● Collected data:
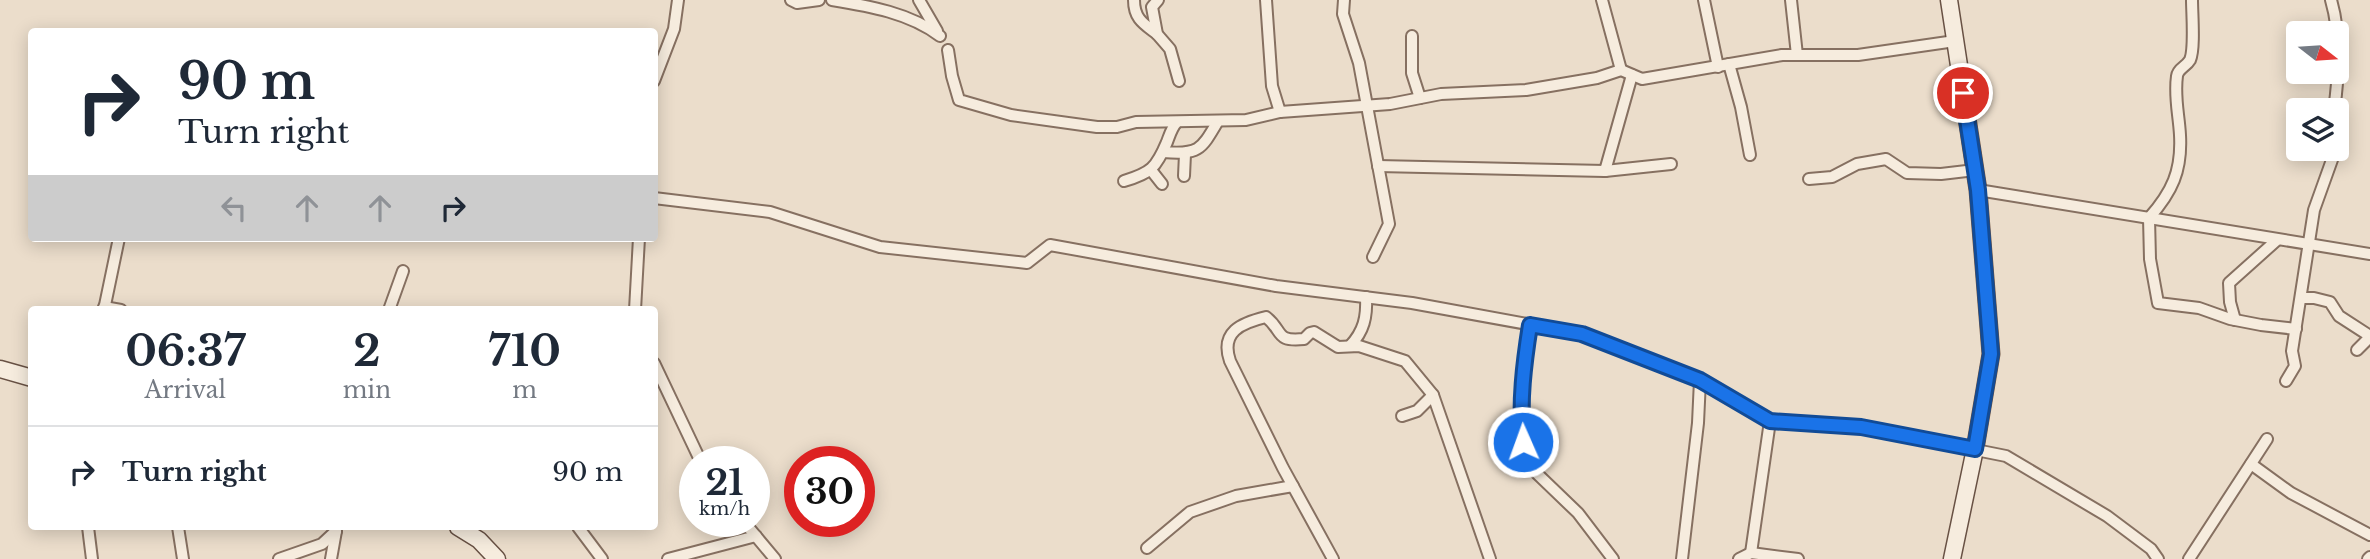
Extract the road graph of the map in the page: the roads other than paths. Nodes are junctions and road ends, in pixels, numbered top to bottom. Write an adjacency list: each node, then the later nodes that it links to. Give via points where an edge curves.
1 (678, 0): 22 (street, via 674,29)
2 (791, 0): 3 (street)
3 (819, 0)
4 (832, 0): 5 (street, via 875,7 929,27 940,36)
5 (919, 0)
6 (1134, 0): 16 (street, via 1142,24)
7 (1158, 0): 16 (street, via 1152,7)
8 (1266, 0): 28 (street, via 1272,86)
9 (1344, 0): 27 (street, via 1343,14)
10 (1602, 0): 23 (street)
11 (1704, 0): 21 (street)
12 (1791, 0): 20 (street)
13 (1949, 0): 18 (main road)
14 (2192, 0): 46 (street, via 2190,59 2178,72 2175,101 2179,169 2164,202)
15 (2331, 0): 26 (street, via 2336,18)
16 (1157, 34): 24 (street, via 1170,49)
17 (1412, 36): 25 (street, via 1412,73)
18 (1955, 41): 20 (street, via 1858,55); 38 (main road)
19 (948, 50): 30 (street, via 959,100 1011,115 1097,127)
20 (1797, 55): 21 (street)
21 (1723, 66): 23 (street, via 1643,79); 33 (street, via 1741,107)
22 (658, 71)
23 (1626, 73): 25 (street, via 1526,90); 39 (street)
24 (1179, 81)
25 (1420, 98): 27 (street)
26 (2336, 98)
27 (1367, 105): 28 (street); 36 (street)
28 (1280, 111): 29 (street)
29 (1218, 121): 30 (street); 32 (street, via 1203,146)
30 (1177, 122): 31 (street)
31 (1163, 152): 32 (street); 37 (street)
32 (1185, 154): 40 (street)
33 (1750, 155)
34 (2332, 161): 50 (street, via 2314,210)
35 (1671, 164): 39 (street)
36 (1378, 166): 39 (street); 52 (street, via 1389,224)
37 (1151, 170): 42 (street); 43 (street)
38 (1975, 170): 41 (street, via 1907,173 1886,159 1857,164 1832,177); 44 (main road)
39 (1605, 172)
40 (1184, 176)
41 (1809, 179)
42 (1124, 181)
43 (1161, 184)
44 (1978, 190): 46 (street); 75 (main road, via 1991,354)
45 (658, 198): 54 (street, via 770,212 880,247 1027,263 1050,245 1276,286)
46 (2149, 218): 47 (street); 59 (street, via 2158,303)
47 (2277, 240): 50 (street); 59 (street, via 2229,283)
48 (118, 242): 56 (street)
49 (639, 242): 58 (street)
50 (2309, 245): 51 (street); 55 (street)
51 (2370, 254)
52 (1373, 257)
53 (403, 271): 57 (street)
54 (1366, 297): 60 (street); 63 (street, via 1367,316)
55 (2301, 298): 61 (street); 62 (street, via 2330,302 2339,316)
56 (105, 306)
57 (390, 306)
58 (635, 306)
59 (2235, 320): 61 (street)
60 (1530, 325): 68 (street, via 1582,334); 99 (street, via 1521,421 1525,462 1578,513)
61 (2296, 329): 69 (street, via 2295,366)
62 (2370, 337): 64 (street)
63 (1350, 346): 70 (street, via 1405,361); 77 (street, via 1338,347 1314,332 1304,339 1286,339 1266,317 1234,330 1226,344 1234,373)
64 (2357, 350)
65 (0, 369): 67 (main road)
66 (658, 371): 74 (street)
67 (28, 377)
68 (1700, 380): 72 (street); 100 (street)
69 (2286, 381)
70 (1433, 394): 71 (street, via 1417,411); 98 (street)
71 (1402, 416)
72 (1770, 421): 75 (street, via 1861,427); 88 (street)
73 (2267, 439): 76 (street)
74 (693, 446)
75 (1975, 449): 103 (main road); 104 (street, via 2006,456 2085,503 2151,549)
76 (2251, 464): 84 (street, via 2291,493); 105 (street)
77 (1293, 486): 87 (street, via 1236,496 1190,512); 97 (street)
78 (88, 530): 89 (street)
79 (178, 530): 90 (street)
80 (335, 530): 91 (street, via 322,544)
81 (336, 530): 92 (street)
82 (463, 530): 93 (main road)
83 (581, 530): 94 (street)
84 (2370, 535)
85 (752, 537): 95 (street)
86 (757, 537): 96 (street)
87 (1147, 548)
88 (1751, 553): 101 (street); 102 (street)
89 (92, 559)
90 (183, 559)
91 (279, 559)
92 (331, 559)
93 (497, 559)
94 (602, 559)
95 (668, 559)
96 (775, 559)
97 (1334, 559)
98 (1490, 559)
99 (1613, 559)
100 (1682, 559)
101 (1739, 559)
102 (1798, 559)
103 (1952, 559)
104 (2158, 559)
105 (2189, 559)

● THE TASK: Skip the pictures and reproduce all remaining entries exactly.

● REPLY:
Extract the road graph of the map in the page: the roads other than paths. Nodes are junctions and road ends, in pixels, numbered top to bottom. Write an adjacency list: each node, then the later nodes that it links to. Give via points where an edge curves.
1 (678, 0): 22 (street, via 674,29)
2 (791, 0): 3 (street)
3 (819, 0)
4 (832, 0): 5 (street, via 875,7 929,27 940,36)
5 (919, 0)
6 (1134, 0): 16 (street, via 1142,24)
7 (1158, 0): 16 (street, via 1152,7)
8 (1266, 0): 28 (street, via 1272,86)
9 (1344, 0): 27 (street, via 1343,14)
10 (1602, 0): 23 (street)
11 (1704, 0): 21 (street)
12 (1791, 0): 20 (street)
13 (1949, 0): 18 (main road)
14 (2192, 0): 46 (street, via 2190,59 2178,72 2175,101 2179,169 2164,202)
15 (2331, 0): 26 (street, via 2336,18)
16 (1157, 34): 24 (street, via 1170,49)
17 (1412, 36): 25 (street, via 1412,73)
18 (1955, 41): 20 (street, via 1858,55); 38 (main road)
19 (948, 50): 30 (street, via 959,100 1011,115 1097,127)
20 (1797, 55): 21 (street)
21 (1723, 66): 23 (street, via 1643,79); 33 (street, via 1741,107)
22 (658, 71)
23 (1626, 73): 25 (street, via 1526,90); 39 (street)
24 (1179, 81)
25 (1420, 98): 27 (street)
26 (2336, 98)
27 (1367, 105): 28 (street); 36 (street)
28 (1280, 111): 29 (street)
29 (1218, 121): 30 (street); 32 (street, via 1203,146)
30 (1177, 122): 31 (street)
31 (1163, 152): 32 (street); 37 (street)
32 (1185, 154): 40 (street)
33 (1750, 155)
34 (2332, 161): 50 (street, via 2314,210)
35 (1671, 164): 39 (street)
36 (1378, 166): 39 (street); 52 (street, via 1389,224)
37 (1151, 170): 42 (street); 43 (street)
38 (1975, 170): 41 (street, via 1907,173 1886,159 1857,164 1832,177); 44 (main road)
39 (1605, 172)
40 (1184, 176)
41 (1809, 179)
42 (1124, 181)
43 (1161, 184)
44 (1978, 190): 46 (street); 75 (main road, via 1991,354)
45 (658, 198): 54 (street, via 770,212 880,247 1027,263 1050,245 1276,286)
46 (2149, 218): 47 (street); 59 (street, via 2158,303)
47 (2277, 240): 50 (street); 59 (street, via 2229,283)
48 (118, 242): 56 (street)
49 (639, 242): 58 (street)
50 (2309, 245): 51 (street); 55 (street)
51 (2370, 254)
52 (1373, 257)
53 (403, 271): 57 (street)
54 (1366, 297): 60 (street); 63 (street, via 1367,316)
55 (2301, 298): 61 (street); 62 (street, via 2330,302 2339,316)
56 (105, 306)
57 (390, 306)
58 (635, 306)
59 (2235, 320): 61 (street)
60 (1530, 325): 68 (street, via 1582,334); 99 (street, via 1521,421 1525,462 1578,513)
61 (2296, 329): 69 (street, via 2295,366)
62 (2370, 337): 64 (street)
63 (1350, 346): 70 (street, via 1405,361); 77 (street, via 1338,347 1314,332 1304,339 1286,339 1266,317 1234,330 1226,344 1234,373)
64 (2357, 350)
65 (0, 369): 67 (main road)
66 (658, 371): 74 (street)
67 (28, 377)
68 (1700, 380): 72 (street); 100 (street)
69 (2286, 381)
70 (1433, 394): 71 (street, via 1417,411); 98 (street)
71 (1402, 416)
72 (1770, 421): 75 (street, via 1861,427); 88 (street)
73 (2267, 439): 76 (street)
74 (693, 446)
75 (1975, 449): 103 (main road); 104 (street, via 2006,456 2085,503 2151,549)
76 (2251, 464): 84 (street, via 2291,493); 105 (street)
77 (1293, 486): 87 (street, via 1236,496 1190,512); 97 (street)
78 (88, 530): 89 (street)
79 (178, 530): 90 (street)
80 (335, 530): 91 (street, via 322,544)
81 (336, 530): 92 (street)
82 (463, 530): 93 (main road)
83 (581, 530): 94 (street)
84 (2370, 535)
85 (752, 537): 95 (street)
86 (757, 537): 96 (street)
87 (1147, 548)
88 (1751, 553): 101 (street); 102 (street)
89 (92, 559)
90 (183, 559)
91 (279, 559)
92 (331, 559)
93 (497, 559)
94 (602, 559)
95 (668, 559)
96 (775, 559)
97 (1334, 559)
98 (1490, 559)
99 (1613, 559)
100 (1682, 559)
101 (1739, 559)
102 (1798, 559)
103 (1952, 559)
104 (2158, 559)
105 (2189, 559)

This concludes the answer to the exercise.